The Journal of Provincial Thought
jptArchives Issue 18
lildiamond1-Iss18-luminancediamond2_18 Pigasus- Cogito ergo nix iss18- c2007 Schafer
copyright 2010 Owen Scott, III

Double Take

A novel of the post-'60s

Owen Scott, III

Author's Note Table of Contents

Take one.  Once upon a midnight dreary

            I woke with something in my head.
            I couldn’t escape the memory
            Of a phone call and of what you said.

            So let me begin, O Muse, to record the things I remember before they start to fade. 

            Here I sit alone at my desk, ballpoint in hand.  The room is dark except for the luminous FM dial and the green 40-watt glow of a second-hand Art Deco brain lamp on the desktop to my right.  I prefer low lighting, even keeping the blinds in my apartment closed during the day to create the desired effect.  Right now, though, it’s late in the evening. It could be midnight.  I don’t know the exact time, as time doesn’t have its usual meaning here.
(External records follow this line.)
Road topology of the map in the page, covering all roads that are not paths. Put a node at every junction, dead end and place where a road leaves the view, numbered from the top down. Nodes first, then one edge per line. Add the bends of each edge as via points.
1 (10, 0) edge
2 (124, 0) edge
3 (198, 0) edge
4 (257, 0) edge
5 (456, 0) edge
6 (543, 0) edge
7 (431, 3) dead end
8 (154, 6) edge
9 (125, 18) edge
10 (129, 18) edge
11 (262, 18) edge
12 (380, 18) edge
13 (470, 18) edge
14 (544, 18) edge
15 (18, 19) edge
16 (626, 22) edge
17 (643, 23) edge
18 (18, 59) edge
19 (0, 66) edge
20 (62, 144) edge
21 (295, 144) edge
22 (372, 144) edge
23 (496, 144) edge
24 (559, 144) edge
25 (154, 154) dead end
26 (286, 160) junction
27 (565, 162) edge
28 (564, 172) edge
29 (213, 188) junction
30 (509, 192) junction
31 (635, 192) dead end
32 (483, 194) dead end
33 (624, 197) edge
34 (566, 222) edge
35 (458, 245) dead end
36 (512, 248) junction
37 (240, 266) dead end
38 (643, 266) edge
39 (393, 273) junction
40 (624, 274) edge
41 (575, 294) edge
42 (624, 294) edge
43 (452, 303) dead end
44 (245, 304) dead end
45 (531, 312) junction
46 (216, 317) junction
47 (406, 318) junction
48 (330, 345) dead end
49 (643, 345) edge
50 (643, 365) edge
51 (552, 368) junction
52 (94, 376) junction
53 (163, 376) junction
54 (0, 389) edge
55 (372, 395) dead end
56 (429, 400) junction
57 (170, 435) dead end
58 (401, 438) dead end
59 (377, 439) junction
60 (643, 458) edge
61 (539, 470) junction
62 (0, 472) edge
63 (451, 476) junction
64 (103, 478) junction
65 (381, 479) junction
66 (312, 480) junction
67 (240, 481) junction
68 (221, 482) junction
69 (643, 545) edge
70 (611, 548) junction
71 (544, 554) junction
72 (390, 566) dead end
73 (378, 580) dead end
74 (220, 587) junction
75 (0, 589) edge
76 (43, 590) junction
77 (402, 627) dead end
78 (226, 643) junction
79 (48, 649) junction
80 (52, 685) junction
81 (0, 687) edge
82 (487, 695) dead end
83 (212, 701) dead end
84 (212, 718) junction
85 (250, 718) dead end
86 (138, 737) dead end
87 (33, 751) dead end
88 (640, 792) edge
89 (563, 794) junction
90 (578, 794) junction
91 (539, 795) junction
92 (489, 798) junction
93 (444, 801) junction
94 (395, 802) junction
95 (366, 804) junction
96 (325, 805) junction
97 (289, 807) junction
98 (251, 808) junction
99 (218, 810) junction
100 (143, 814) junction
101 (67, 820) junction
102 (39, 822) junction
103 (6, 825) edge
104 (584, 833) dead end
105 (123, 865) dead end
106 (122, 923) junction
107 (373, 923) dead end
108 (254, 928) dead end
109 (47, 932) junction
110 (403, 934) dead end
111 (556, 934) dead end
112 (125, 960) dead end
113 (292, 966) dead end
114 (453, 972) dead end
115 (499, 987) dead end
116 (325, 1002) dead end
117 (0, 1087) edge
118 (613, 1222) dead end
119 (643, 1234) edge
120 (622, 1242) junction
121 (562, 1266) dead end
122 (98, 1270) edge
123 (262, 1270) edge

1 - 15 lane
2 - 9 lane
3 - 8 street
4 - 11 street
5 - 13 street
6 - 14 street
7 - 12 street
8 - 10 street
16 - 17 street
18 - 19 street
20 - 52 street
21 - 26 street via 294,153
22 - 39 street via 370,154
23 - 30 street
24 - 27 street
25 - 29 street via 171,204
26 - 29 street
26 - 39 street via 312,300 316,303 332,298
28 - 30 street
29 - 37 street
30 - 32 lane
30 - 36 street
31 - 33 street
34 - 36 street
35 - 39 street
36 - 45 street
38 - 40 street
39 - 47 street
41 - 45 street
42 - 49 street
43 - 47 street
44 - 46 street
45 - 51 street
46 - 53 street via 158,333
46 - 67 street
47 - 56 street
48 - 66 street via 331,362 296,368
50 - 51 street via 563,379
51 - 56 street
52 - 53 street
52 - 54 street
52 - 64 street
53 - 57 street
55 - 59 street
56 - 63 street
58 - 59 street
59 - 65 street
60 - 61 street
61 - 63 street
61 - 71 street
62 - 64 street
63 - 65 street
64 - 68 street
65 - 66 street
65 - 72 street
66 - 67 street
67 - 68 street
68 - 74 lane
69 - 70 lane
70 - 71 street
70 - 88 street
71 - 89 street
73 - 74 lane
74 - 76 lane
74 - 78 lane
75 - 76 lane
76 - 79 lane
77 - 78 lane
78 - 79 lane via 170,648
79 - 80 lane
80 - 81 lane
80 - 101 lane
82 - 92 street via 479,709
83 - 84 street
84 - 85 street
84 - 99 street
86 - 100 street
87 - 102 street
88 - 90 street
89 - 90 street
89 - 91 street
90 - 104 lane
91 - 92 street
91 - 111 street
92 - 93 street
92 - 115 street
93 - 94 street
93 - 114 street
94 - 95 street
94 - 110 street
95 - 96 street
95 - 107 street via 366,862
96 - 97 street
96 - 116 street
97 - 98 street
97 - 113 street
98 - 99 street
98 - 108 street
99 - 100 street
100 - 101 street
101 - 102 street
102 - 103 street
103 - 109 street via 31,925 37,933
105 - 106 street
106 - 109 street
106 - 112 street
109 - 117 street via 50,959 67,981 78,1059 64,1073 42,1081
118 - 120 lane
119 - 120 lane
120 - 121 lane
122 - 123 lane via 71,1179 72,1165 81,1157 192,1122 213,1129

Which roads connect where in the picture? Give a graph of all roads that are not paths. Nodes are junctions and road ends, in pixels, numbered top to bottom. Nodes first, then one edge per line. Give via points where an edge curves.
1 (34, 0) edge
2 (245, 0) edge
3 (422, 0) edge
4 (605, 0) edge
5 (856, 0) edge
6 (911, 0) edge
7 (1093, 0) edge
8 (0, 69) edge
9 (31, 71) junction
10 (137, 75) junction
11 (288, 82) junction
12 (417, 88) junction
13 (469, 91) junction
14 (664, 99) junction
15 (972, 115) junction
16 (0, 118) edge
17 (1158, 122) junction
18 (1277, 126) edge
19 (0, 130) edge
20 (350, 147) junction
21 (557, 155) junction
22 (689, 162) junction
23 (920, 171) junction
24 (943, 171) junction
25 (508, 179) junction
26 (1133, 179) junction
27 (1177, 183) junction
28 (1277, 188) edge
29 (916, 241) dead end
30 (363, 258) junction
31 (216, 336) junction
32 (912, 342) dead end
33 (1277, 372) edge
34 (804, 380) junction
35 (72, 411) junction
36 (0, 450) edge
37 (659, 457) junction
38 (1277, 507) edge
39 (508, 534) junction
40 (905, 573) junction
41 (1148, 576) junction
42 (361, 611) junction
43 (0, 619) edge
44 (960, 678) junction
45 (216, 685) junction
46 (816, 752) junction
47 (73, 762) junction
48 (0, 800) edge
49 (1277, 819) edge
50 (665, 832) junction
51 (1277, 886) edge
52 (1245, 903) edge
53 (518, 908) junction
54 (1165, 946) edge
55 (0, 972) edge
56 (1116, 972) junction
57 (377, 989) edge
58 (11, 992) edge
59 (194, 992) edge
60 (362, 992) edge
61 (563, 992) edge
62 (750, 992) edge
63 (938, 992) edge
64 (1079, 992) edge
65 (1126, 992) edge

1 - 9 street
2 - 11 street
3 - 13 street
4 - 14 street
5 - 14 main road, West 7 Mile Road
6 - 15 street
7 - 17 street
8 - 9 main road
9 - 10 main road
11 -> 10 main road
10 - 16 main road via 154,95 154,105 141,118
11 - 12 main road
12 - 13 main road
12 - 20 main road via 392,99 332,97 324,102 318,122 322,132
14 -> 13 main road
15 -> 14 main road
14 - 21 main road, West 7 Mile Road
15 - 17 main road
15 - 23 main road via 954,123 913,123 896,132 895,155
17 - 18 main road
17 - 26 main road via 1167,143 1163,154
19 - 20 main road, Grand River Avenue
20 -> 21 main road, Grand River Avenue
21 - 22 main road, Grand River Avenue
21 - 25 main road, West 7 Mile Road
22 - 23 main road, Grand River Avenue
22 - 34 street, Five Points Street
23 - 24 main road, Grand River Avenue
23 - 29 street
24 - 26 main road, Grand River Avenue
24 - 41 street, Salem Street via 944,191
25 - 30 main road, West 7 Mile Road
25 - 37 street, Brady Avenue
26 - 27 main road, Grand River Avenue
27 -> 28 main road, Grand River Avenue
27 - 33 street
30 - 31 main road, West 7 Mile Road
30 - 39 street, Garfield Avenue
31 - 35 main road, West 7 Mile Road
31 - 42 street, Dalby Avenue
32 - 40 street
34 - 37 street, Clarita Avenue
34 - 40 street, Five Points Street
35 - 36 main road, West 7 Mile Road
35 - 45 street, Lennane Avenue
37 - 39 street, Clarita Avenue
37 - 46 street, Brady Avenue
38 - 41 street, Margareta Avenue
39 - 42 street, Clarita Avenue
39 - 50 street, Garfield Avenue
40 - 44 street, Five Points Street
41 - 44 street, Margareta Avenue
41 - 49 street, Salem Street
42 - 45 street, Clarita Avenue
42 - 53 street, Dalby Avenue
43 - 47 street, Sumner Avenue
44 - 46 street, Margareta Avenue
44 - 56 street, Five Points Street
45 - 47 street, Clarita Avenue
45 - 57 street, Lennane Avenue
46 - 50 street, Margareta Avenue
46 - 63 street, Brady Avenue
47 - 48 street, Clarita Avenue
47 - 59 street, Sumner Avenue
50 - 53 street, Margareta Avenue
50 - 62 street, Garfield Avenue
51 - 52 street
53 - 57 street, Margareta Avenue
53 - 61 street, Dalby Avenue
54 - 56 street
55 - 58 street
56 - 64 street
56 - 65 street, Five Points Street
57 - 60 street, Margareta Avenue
            Earlier, as a last resort, I attempted to extract something more from Professor Deirdre Barrett’s intriguing chapter on dreams and dissociation.  But finding nothing furthered through perseverance, I finally put the book down and closed it.   I don’t know what I thought reading it one more time would accomplish.  Does it matter?   Perhaps nothing here matters.   Perhaps there is no here.  I’m not certain of anything.  All I can tell you is, after everything that has happened, my mind is saturated; I’m numb and devoid of emotion, like an exhausted traveler who was put off the train at a deserted station in the middle of the night.  Yet, I can feel myself moving semiconsciously to Blues Traveler’s rhythm, relentlessly catchy even in my state of depletion.

            And when you're feeling open I'll still be here
            But not without a certain degree of fear
            Of what will be with you and me
            I still can see things hopefully.

            Indeed, what will be of you and me?  You, the girl of my dreams, ha…   I’m sure nothing will come of you and me.  I don’t know where I will be if there is a tomorrow; the future’s just another void.   It might make sense to do nothing and see what happens.  Or go to sleep.  OK, but that’s not what I have in mind.  Yes, I lack the capacity to assimilate new facts or to ponder old ones; but, no, I am not ready to surrender consciousness willingly to the threatening oblivion of sleep.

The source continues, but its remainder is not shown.